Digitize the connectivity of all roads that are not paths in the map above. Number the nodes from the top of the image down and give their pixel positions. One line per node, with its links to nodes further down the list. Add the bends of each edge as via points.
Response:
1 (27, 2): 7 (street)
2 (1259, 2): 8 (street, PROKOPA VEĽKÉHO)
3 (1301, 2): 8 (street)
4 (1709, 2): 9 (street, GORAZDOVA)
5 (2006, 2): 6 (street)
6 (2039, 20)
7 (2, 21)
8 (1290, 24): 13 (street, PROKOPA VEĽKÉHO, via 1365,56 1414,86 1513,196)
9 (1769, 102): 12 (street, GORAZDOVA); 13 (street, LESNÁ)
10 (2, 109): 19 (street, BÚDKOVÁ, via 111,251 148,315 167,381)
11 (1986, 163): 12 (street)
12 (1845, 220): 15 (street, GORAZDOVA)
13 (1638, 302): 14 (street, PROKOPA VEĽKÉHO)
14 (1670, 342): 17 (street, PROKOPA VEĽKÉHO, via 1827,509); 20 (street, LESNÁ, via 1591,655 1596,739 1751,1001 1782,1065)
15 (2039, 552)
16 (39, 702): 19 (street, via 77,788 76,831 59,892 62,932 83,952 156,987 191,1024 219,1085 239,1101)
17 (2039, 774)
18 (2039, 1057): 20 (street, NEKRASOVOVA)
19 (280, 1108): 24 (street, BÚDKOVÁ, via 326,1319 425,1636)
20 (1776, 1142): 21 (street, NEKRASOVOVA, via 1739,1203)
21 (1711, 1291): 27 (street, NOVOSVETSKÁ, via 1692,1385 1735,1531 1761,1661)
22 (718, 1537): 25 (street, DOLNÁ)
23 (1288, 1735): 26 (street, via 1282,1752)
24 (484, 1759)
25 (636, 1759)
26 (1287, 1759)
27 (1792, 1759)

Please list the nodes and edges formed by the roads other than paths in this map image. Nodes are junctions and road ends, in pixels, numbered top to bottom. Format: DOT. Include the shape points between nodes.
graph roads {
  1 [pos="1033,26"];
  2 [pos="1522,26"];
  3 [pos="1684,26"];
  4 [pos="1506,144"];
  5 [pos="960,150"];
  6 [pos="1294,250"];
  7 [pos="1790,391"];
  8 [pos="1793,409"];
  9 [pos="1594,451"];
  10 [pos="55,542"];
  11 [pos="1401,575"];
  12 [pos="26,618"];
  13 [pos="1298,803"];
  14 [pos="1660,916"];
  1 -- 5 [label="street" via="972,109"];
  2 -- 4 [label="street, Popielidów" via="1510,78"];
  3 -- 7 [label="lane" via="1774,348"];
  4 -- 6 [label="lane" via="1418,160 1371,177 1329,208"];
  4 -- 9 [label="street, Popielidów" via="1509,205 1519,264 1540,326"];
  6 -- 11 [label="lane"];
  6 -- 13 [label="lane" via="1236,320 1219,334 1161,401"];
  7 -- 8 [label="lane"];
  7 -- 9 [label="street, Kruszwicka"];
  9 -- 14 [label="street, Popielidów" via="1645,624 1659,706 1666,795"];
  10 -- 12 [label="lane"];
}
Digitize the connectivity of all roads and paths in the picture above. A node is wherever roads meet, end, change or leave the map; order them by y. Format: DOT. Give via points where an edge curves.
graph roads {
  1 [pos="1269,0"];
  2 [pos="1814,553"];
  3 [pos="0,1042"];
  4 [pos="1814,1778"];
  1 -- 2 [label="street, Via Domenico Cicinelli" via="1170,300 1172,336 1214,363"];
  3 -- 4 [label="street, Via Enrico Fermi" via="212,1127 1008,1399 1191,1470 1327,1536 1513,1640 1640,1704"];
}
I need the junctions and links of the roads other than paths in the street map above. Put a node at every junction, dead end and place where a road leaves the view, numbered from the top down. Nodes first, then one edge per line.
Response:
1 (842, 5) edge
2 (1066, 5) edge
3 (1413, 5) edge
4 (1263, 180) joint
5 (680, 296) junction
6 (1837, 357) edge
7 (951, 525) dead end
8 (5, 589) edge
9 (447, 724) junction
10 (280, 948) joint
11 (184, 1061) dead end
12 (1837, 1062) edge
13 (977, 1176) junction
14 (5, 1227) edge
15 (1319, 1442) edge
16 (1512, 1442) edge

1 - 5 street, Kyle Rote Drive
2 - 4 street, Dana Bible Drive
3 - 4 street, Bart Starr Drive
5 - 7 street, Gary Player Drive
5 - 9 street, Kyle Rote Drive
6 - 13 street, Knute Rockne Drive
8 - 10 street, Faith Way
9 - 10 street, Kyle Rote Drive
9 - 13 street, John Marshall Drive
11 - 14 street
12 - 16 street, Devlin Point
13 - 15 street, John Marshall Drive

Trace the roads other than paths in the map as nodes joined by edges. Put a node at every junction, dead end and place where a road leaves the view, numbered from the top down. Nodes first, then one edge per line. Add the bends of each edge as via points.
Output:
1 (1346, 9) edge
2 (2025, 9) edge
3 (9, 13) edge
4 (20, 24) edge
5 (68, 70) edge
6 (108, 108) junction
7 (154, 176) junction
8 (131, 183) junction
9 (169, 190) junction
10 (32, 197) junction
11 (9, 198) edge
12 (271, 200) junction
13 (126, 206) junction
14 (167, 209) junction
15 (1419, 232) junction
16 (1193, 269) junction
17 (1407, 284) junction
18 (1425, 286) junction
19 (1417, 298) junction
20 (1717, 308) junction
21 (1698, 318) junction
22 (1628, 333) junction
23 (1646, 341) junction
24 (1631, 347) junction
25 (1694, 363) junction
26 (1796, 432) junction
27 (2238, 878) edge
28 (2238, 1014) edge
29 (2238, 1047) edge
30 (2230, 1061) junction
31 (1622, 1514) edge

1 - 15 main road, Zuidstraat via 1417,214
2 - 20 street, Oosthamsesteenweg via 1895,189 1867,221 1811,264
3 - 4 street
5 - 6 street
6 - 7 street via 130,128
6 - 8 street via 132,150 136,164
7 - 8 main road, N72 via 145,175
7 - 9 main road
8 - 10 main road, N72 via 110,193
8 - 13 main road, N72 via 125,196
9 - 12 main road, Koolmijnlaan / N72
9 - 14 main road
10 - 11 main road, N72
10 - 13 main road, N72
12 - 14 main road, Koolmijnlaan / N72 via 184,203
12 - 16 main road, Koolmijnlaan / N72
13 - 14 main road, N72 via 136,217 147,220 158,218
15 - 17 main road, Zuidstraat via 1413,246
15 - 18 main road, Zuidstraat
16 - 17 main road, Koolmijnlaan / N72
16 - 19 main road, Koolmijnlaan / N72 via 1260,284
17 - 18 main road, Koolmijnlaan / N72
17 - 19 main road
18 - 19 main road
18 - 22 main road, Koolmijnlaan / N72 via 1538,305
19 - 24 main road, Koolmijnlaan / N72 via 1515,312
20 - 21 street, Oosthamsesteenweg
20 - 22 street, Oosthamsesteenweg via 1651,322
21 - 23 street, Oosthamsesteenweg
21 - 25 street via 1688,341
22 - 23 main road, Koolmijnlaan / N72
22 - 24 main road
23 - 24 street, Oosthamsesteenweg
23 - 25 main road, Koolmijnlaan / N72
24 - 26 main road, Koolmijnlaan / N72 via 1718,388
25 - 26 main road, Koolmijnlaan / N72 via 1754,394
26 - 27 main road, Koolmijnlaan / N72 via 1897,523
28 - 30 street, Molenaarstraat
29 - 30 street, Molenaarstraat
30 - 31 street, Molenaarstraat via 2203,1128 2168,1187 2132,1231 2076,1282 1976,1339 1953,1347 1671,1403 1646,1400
☆ ☆ ☆
• TASK DESCRIPTION
Line by line, please copy the records above exactly.

• THE ANSWER
Digitize the connectivity of all roads that are not paths in the map above. Number the nodes from the top of the image down and give their pixel positions. One line per node, with its links to nodes further down the list. Add the bends of each edge as via points.
Response:
1 (27, 2): 7 (street)
2 (1259, 2): 8 (street, PROKOPA VEĽKÉHO)
3 (1301, 2): 8 (street)
4 (1709, 2): 9 (street, GORAZDOVA)
5 (2006, 2): 6 (street)
6 (2039, 20)
7 (2, 21)
8 (1290, 24): 13 (street, PROKOPA VEĽKÉHO, via 1365,56 1414,86 1513,196)
9 (1769, 102): 12 (street, GORAZDOVA); 13 (street, LESNÁ)
10 (2, 109): 19 (street, BÚDKOVÁ, via 111,251 148,315 167,381)
11 (1986, 163): 12 (street)
12 (1845, 220): 15 (street, GORAZDOVA)
13 (1638, 302): 14 (street, PROKOPA VEĽKÉHO)
14 (1670, 342): 17 (street, PROKOPA VEĽKÉHO, via 1827,509); 20 (street, LESNÁ, via 1591,655 1596,739 1751,1001 1782,1065)
15 (2039, 552)
16 (39, 702): 19 (street, via 77,788 76,831 59,892 62,932 83,952 156,987 191,1024 219,1085 239,1101)
17 (2039, 774)
18 (2039, 1057): 20 (street, NEKRASOVOVA)
19 (280, 1108): 24 (street, BÚDKOVÁ, via 326,1319 425,1636)
20 (1776, 1142): 21 (street, NEKRASOVOVA, via 1739,1203)
21 (1711, 1291): 27 (street, NOVOSVETSKÁ, via 1692,1385 1735,1531 1761,1661)
22 (718, 1537): 25 (street, DOLNÁ)
23 (1288, 1735): 26 (street, via 1282,1752)
24 (484, 1759)
25 (636, 1759)
26 (1287, 1759)
27 (1792, 1759)

Please list the nodes and edges formed by the roads other than paths in this map image. Nodes are junctions and road ends, in pixels, numbered top to bottom. Format: DOT. Include the shape points between nodes.
graph roads {
  1 [pos="1033,26"];
  2 [pos="1522,26"];
  3 [pos="1684,26"];
  4 [pos="1506,144"];
  5 [pos="960,150"];
  6 [pos="1294,250"];
  7 [pos="1790,391"];
  8 [pos="1793,409"];
  9 [pos="1594,451"];
  10 [pos="55,542"];
  11 [pos="1401,575"];
  12 [pos="26,618"];
  13 [pos="1298,803"];
  14 [pos="1660,916"];
  1 -- 5 [label="street" via="972,109"];
  2 -- 4 [label="street, Popielidów" via="1510,78"];
  3 -- 7 [label="lane" via="1774,348"];
  4 -- 6 [label="lane" via="1418,160 1371,177 1329,208"];
  4 -- 9 [label="street, Popielidów" via="1509,205 1519,264 1540,326"];
  6 -- 11 [label="lane"];
  6 -- 13 [label="lane" via="1236,320 1219,334 1161,401"];
  7 -- 8 [label="lane"];
  7 -- 9 [label="street, Kruszwicka"];
  9 -- 14 [label="street, Popielidów" via="1645,624 1659,706 1666,795"];
  10 -- 12 [label="lane"];
}
Digitize the connectivity of all roads and paths in the picture above. A node is wherever roads meet, end, change or leave the map; order them by y. Format: DOT. Give via points where an edge curves.
graph roads {
  1 [pos="1269,0"];
  2 [pos="1814,553"];
  3 [pos="0,1042"];
  4 [pos="1814,1778"];
  1 -- 2 [label="street, Via Domenico Cicinelli" via="1170,300 1172,336 1214,363"];
  3 -- 4 [label="street, Via Enrico Fermi" via="212,1127 1008,1399 1191,1470 1327,1536 1513,1640 1640,1704"];
}
I need the junctions and links of the roads other than paths in the street map above. Put a node at every junction, dead end and place where a road leaves the view, numbered from the top down. Nodes first, then one edge per line.
Response:
1 (842, 5) edge
2 (1066, 5) edge
3 (1413, 5) edge
4 (1263, 180) joint
5 (680, 296) junction
6 (1837, 357) edge
7 (951, 525) dead end
8 (5, 589) edge
9 (447, 724) junction
10 (280, 948) joint
11 (184, 1061) dead end
12 (1837, 1062) edge
13 (977, 1176) junction
14 (5, 1227) edge
15 (1319, 1442) edge
16 (1512, 1442) edge

1 - 5 street, Kyle Rote Drive
2 - 4 street, Dana Bible Drive
3 - 4 street, Bart Starr Drive
5 - 7 street, Gary Player Drive
5 - 9 street, Kyle Rote Drive
6 - 13 street, Knute Rockne Drive
8 - 10 street, Faith Way
9 - 10 street, Kyle Rote Drive
9 - 13 street, John Marshall Drive
11 - 14 street
12 - 16 street, Devlin Point
13 - 15 street, John Marshall Drive

Trace the roads other than paths in the map as nodes joined by edges. Put a node at every junction, dead end and place where a road leaves the view, numbered from the top down. Nodes first, then one edge per line. Add the bends of each edge as via points.
Output:
1 (1346, 9) edge
2 (2025, 9) edge
3 (9, 13) edge
4 (20, 24) edge
5 (68, 70) edge
6 (108, 108) junction
7 (154, 176) junction
8 (131, 183) junction
9 (169, 190) junction
10 (32, 197) junction
11 (9, 198) edge
12 (271, 200) junction
13 (126, 206) junction
14 (167, 209) junction
15 (1419, 232) junction
16 (1193, 269) junction
17 (1407, 284) junction
18 (1425, 286) junction
19 (1417, 298) junction
20 (1717, 308) junction
21 (1698, 318) junction
22 (1628, 333) junction
23 (1646, 341) junction
24 (1631, 347) junction
25 (1694, 363) junction
26 (1796, 432) junction
27 (2238, 878) edge
28 (2238, 1014) edge
29 (2238, 1047) edge
30 (2230, 1061) junction
31 (1622, 1514) edge

1 - 15 main road, Zuidstraat via 1417,214
2 - 20 street, Oosthamsesteenweg via 1895,189 1867,221 1811,264
3 - 4 street
5 - 6 street
6 - 7 street via 130,128
6 - 8 street via 132,150 136,164
7 - 8 main road, N72 via 145,175
7 - 9 main road
8 - 10 main road, N72 via 110,193
8 - 13 main road, N72 via 125,196
9 - 12 main road, Koolmijnlaan / N72
9 - 14 main road
10 - 11 main road, N72
10 - 13 main road, N72
12 - 14 main road, Koolmijnlaan / N72 via 184,203
12 - 16 main road, Koolmijnlaan / N72
13 - 14 main road, N72 via 136,217 147,220 158,218
15 - 17 main road, Zuidstraat via 1413,246
15 - 18 main road, Zuidstraat
16 - 17 main road, Koolmijnlaan / N72
16 - 19 main road, Koolmijnlaan / N72 via 1260,284
17 - 18 main road, Koolmijnlaan / N72
17 - 19 main road
18 - 19 main road
18 - 22 main road, Koolmijnlaan / N72 via 1538,305
19 - 24 main road, Koolmijnlaan / N72 via 1515,312
20 - 21 street, Oosthamsesteenweg
20 - 22 street, Oosthamsesteenweg via 1651,322
21 - 23 street, Oosthamsesteenweg
21 - 25 street via 1688,341
22 - 23 main road, Koolmijnlaan / N72
22 - 24 main road
23 - 24 street, Oosthamsesteenweg
23 - 25 main road, Koolmijnlaan / N72
24 - 26 main road, Koolmijnlaan / N72 via 1718,388
25 - 26 main road, Koolmijnlaan / N72 via 1754,394
26 - 27 main road, Koolmijnlaan / N72 via 1897,523
28 - 30 street, Molenaarstraat
29 - 30 street, Molenaarstraat
30 - 31 street, Molenaarstraat via 2203,1128 2168,1187 2132,1231 2076,1282 1976,1339 1953,1347 1671,1403 1646,1400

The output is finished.